* **Input material**:

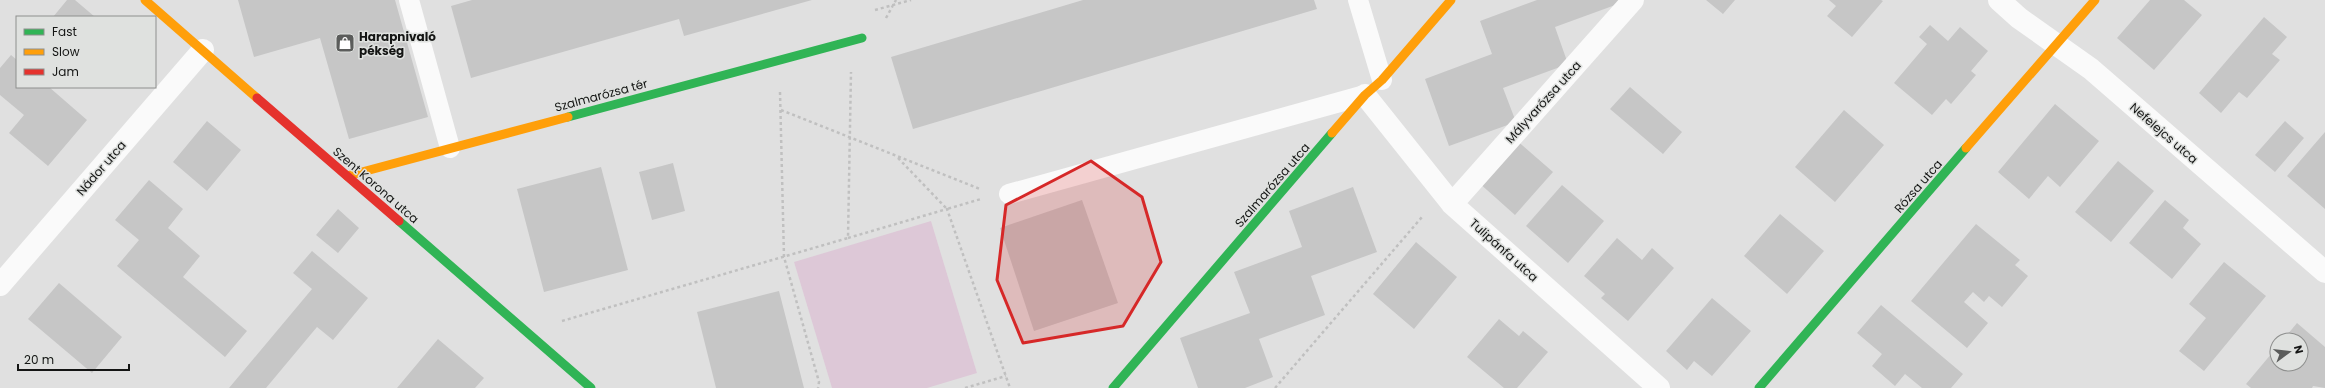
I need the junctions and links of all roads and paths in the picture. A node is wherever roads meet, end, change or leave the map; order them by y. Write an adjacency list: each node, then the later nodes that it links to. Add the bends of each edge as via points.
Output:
1 (145, 0): 13 (street, Szent Korona utca)
2 (409, 0): 19 (lane)
3 (911, 0): 9 (path)
4 (1358, 0): 15 (lane)
5 (1451, 0): 15 (street, Szalmarózsa utca)
6 (1633, 0): 23 (street, Mályvarózsa utca)
7 (1999, 0): 12 (street, Nefelejcs utca)
8 (2095, 0): 12 (street, Rózsa utca)
9 (868, 12)
10 (862, 38): 11 (street, Szalmarózsa tér)
11 (847, 42): 14 (street, Szalmarózsa tér); 18 (path, via 851,69)
12 (2057, 45): 27 (street, Nefelejcs utca, via 2091,69); 38 (street, Rózsa utca)
13 (203, 50): 21 (street, Szent Korona utca); 28 (street, Nádor utca)
14 (780, 60): 17 (path); 19 (street, Szalmarózsa tér)
15 (1382, 80): 16 (street, Szalmarózsa utca)
16 (1365, 95): 22 (lane); 23 (street, Tulipánfa utca); 35 (street, Szalmarózsa utca)
17 (781, 110): 18 (path); 26 (path)
18 (850, 138): 20 (path); 25 (path)
19 (450, 148): 21 (street, Szalmarózsa tér)
20 (896, 156): 22 (path); 24 (path)
21 (347, 176): 29 (street, Szent Korona utca)
22 (1008, 193): 24 (path)
23 (1448, 198): 36 (path); 37 (street, Tulipánfa utca)
24 (947, 210): 25 (path); 30 (path)
25 (848, 238): 26 (path)
26 (784, 257): 29 (path); 32 (path, via 819,382)
27 (2325, 272)
28 (0, 285)
29 (526, 332): 31 (street, Szent Korona utca)
30 (1006, 376): 33 (path); 34 (path)
31 (591, 388)
32 (818, 388)
33 (965, 388)
34 (1010, 388)
35 (1113, 388)
36 (1275, 388)
37 (1659, 388)
38 (1759, 388)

* **Required work**:
In your copy, repeat each record exactly and include no pictures.

* **Answer below**:
I need the junctions and links of all roads and paths in the picture. A node is wherever roads meet, end, change or leave the map; order them by y. Write an adjacency list: each node, then the later nodes that it links to. Add the bends of each edge as via points.
Output:
1 (145, 0): 13 (street, Szent Korona utca)
2 (409, 0): 19 (lane)
3 (911, 0): 9 (path)
4 (1358, 0): 15 (lane)
5 (1451, 0): 15 (street, Szalmarózsa utca)
6 (1633, 0): 23 (street, Mályvarózsa utca)
7 (1999, 0): 12 (street, Nefelejcs utca)
8 (2095, 0): 12 (street, Rózsa utca)
9 (868, 12)
10 (862, 38): 11 (street, Szalmarózsa tér)
11 (847, 42): 14 (street, Szalmarózsa tér); 18 (path, via 851,69)
12 (2057, 45): 27 (street, Nefelejcs utca, via 2091,69); 38 (street, Rózsa utca)
13 (203, 50): 21 (street, Szent Korona utca); 28 (street, Nádor utca)
14 (780, 60): 17 (path); 19 (street, Szalmarózsa tér)
15 (1382, 80): 16 (street, Szalmarózsa utca)
16 (1365, 95): 22 (lane); 23 (street, Tulipánfa utca); 35 (street, Szalmarózsa utca)
17 (781, 110): 18 (path); 26 (path)
18 (850, 138): 20 (path); 25 (path)
19 (450, 148): 21 (street, Szalmarózsa tér)
20 (896, 156): 22 (path); 24 (path)
21 (347, 176): 29 (street, Szent Korona utca)
22 (1008, 193): 24 (path)
23 (1448, 198): 36 (path); 37 (street, Tulipánfa utca)
24 (947, 210): 25 (path); 30 (path)
25 (848, 238): 26 (path)
26 (784, 257): 29 (path); 32 (path, via 819,382)
27 (2325, 272)
28 (0, 285)
29 (526, 332): 31 (street, Szent Korona utca)
30 (1006, 376): 33 (path); 34 (path)
31 (591, 388)
32 (818, 388)
33 (965, 388)
34 (1010, 388)
35 (1113, 388)
36 (1275, 388)
37 (1659, 388)
38 (1759, 388)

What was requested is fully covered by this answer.